Over the next decade, he retreated from the mainstream and into a mystical haze of jazzy, gauzy, impossibly smooth-sounding, and spiritually minded adult-contemporary records so devoid of grit that they make Sting sound like Straight Outta Compton. Hell, he had forsaken that music, right when the rest of the world caught up with it.
For as much credit as Bob Dylan and Neil Young get for their anticommercial contrarianism, nobody is more perverse than Van Morrison. Ron Hubbard.

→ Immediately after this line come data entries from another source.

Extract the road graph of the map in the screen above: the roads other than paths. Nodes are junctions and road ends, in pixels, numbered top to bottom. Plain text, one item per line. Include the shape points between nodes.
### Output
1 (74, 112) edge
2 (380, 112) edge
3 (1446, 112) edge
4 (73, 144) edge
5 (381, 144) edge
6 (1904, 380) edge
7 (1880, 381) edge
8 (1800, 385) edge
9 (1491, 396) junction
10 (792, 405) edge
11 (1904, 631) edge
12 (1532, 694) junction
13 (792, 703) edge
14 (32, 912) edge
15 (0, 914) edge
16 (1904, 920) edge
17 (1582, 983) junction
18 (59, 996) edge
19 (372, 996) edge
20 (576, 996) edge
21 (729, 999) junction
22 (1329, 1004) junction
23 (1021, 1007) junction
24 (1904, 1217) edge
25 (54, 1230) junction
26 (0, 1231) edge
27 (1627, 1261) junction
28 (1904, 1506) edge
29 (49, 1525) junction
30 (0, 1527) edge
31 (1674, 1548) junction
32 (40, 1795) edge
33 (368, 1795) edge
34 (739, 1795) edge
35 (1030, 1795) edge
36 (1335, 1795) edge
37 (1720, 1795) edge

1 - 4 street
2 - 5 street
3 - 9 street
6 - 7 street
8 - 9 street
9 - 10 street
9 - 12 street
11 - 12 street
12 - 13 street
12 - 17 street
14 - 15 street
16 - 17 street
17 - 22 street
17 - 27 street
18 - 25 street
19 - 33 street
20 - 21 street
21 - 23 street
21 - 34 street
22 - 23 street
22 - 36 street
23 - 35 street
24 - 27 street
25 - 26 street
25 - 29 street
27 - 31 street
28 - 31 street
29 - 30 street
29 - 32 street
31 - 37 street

That Celtic Roxy Music L.
He was the man who fell to Earth, fighting in vain to get back to paradise and yet stuck, with increasing frustration, earthbound. It also harks back musically, with its breathtakingly beautiful piano playing courtesy of longtime sideman Jef Labes.
It evokes his contributions to Veedon Fleece , which rivals even Astral Weeks in the annals of Van Morrison expressing sweetly excruciating melancholy. The fourth track is not a similarly divine summit with the almighty. Copycats ripped off my words Copycats ripped off my songs Copycats ripped off my melody. Many Van Morrison devotees have tried and failed to wrap their heads around the confounding duality of an artist who can address the most profound mysteries of eternity in one breath, and exhibit the least admirable human traits jealousy, narcissism, hubris, oversharing in the next.
To suggest that Morrison does this knowingly is probably giving him too much credit — he repeats this self-defeating pattern over and over as his career unfolds, without any apparent insight into his own flaws, a fatal symptom of insufficient self-awareness. In fact, it does the opposite. And how does that stretch feel? I do not for one moment believe him.
He is under no obligation to share any of that with journalists, of course — his music undoubtedly speaks for itself. Are you a journalist, what are ya? I dutifully reel off the various components of my career. Playing gigs is very practical. For a moment I consider telling him to grow up.
But I am chastened by the presence of his managers. Instead I look him in the eye and tell him that I am not trying to psychoanalyse him, that his music has simply meant more to me than any other throughout my life. There is something that moves across his face but I could not name it. As I do I look at the notepad. In the top left hand corner he has drawn an angry rectangle. About Us. B2B Publishing. Business Visionaries. Hot Property. Times Events. Times Store.